The following is excerpted from the Deseret News. To read the full article, CLICK HERE.
In his landmark 2022 book “Of Boys and Men,” Richard Reeves chronicled the falling fortunes of America’s young men. He found that men aren’t attending college at the same rate as women — higher ed is now about 60% female. In elementary and high school, boys make up two-thirds of the worst-performing students. And we know that 1 in 4 men without college degrees are not employed full-time.
Most importantly, men are between two and three times as likely as women to suffer “deaths of despair” — death by alcohol, drug use or suicide. Hundreds of thousands of men have died from deaths of despair in the past two decades.
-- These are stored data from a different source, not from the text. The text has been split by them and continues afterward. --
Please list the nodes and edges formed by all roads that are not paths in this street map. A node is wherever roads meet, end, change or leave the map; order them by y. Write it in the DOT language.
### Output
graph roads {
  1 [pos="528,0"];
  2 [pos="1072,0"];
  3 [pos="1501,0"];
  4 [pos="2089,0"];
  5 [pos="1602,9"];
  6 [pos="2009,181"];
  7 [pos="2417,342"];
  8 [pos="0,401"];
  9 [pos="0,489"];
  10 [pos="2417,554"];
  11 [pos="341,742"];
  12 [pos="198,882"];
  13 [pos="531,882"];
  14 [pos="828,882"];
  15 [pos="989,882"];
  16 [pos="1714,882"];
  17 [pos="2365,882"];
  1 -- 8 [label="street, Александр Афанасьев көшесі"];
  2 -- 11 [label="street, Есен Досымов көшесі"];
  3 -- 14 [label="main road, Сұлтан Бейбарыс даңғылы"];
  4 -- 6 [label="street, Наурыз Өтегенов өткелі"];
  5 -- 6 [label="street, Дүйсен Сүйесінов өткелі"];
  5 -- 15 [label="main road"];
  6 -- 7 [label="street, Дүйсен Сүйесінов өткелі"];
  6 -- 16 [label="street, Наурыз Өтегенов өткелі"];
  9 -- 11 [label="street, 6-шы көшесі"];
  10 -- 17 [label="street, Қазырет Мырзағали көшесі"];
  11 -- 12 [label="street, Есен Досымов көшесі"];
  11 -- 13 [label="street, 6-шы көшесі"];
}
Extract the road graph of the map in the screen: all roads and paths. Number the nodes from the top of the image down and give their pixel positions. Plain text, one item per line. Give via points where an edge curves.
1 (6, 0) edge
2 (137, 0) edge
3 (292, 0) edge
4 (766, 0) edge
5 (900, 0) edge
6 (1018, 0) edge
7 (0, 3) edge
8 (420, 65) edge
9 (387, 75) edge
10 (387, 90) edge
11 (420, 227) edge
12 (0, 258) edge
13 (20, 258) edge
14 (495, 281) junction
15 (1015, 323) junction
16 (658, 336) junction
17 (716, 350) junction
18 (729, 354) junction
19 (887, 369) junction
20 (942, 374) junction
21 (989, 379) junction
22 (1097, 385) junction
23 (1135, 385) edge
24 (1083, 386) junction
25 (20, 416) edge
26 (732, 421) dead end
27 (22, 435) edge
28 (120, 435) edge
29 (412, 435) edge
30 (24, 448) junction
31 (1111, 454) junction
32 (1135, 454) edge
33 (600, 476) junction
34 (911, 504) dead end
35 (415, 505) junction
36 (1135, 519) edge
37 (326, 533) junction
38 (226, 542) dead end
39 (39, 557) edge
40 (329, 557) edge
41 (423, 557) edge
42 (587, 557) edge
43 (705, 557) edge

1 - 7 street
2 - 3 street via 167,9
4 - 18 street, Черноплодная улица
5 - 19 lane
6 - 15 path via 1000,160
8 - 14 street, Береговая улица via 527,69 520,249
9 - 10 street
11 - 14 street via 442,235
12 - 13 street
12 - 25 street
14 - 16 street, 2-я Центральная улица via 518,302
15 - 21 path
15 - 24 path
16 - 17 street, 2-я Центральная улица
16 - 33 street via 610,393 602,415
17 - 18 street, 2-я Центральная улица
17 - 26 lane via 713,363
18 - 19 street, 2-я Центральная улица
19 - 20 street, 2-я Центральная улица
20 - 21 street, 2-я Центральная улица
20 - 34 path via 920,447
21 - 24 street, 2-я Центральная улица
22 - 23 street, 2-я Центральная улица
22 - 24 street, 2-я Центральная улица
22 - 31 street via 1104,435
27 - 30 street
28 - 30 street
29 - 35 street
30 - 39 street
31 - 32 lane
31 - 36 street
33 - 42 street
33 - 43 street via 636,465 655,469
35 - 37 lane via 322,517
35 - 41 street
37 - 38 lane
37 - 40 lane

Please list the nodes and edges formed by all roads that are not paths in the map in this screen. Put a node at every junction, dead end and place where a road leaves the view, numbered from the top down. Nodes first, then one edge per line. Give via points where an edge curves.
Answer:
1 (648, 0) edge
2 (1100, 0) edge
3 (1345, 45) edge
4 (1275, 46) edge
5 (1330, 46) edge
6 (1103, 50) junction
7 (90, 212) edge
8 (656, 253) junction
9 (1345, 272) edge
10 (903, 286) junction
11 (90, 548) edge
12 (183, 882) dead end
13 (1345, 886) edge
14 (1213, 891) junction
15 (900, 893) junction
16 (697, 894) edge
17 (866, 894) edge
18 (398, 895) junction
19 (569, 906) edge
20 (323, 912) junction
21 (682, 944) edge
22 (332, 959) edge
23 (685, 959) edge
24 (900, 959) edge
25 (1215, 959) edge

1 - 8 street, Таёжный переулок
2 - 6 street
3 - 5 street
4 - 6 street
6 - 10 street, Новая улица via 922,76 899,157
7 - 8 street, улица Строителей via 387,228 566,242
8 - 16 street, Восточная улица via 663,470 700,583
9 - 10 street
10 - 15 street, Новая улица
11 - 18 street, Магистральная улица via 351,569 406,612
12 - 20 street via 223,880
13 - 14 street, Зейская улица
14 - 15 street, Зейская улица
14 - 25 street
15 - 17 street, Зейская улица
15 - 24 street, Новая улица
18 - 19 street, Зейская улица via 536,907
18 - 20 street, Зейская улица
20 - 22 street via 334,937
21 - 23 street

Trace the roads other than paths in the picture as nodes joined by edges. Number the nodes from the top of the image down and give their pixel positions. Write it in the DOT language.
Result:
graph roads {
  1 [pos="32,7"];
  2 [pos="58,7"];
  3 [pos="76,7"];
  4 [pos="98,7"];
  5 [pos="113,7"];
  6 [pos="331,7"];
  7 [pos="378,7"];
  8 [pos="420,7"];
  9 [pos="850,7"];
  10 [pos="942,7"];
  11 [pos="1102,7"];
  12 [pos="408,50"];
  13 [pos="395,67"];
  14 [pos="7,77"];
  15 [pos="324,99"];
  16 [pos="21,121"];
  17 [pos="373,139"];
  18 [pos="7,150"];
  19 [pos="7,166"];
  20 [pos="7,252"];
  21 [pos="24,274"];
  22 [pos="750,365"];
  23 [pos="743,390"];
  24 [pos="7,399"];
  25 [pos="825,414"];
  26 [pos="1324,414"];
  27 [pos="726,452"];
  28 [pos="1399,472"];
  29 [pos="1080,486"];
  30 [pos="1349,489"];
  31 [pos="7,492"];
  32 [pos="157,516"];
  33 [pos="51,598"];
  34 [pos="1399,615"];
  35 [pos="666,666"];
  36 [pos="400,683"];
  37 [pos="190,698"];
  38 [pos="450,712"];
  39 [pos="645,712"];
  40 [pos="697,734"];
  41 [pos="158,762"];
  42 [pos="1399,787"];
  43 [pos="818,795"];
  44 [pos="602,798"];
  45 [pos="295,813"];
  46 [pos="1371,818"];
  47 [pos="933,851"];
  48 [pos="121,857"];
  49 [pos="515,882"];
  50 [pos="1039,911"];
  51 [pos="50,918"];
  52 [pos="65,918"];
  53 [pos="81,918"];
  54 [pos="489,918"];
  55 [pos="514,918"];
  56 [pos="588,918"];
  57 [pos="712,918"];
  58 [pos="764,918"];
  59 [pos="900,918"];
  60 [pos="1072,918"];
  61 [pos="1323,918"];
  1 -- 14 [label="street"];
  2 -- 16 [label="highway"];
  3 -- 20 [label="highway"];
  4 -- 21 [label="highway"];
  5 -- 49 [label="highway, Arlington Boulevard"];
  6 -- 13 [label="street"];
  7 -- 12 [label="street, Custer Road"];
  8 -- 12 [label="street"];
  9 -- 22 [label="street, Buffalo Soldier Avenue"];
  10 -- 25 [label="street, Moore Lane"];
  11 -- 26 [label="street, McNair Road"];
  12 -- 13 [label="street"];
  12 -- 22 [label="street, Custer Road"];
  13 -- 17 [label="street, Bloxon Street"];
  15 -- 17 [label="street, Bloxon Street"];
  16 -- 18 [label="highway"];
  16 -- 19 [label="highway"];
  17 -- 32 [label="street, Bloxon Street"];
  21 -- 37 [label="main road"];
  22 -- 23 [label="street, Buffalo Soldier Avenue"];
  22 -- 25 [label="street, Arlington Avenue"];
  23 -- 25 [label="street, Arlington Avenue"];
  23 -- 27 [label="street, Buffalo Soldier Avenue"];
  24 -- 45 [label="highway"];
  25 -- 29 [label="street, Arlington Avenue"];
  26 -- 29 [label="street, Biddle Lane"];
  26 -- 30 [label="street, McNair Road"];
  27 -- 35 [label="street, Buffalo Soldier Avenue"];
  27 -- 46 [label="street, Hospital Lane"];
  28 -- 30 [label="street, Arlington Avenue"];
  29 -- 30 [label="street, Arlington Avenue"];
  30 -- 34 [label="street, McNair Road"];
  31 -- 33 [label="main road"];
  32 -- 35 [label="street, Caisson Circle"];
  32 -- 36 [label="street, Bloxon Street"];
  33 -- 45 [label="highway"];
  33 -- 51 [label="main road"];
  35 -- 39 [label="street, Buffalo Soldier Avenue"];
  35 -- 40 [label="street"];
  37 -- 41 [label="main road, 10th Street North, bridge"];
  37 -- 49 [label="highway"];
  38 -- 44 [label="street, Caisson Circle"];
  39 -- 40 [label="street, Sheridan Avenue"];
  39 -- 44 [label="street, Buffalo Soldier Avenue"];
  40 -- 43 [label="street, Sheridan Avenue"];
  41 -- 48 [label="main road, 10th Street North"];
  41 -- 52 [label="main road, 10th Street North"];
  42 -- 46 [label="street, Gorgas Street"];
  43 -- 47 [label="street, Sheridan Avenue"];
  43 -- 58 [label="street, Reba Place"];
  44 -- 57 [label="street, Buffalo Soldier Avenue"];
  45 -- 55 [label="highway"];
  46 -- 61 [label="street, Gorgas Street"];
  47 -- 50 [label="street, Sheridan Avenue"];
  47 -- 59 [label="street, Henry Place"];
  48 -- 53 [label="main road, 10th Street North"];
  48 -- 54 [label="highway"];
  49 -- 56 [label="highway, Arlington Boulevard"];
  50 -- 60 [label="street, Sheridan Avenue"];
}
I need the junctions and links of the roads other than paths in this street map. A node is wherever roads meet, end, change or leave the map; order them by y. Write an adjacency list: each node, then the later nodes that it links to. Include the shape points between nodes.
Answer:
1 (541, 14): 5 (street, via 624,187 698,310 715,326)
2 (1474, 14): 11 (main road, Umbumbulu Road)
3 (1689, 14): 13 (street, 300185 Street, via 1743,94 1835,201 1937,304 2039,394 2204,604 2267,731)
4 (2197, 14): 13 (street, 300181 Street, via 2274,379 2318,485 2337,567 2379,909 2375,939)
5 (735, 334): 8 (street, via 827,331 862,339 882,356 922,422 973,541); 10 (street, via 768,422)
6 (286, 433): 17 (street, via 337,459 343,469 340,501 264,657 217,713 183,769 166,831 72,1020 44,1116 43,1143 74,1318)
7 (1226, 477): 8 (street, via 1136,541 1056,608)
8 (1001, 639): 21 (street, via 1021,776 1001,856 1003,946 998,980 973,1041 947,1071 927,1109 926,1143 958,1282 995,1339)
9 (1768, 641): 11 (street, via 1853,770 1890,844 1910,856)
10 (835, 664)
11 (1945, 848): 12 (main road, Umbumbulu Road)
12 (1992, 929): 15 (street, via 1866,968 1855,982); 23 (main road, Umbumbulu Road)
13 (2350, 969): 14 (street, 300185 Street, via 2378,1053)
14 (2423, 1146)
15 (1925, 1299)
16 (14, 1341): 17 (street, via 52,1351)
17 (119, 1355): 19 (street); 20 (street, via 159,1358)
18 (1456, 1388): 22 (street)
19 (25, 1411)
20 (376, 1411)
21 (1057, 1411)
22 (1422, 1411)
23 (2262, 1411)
Half a century ago, anthropologist Margaret Mead memorably argued that a healthy nation must have a place for its men. “The recurrent problem of civilization,” Mead wrote, “is to define the male role satisfactorily enough.” Men need a mission. When they can’t find it in family life, societies flounder.
This couldn’t be more visible for our kids. Our research at the Institute for Family Studies has demonstrated the catastrophic social consequences of absentee fatherhood and family breakdown. When children are raised outside of an intact family, those children are markedly more likely to struggle in school, to tangle with the law and to struggle in the workforce. The data show a clear “two-parent advantage” for kids, especially boys. Our most striking finding is that boys raised outside of an intact family with two biological parents are more likely to go to prison or jail than they are to graduate from college. By contrast, boys raised by their two married, biological parents are about twice as likely to graduate from college as they are to land in prison.
But there’s another surprising discovery in the data. Stable marriages don’t just benefit kids. Married fatherhood greatly benefits the men in those marriages, too.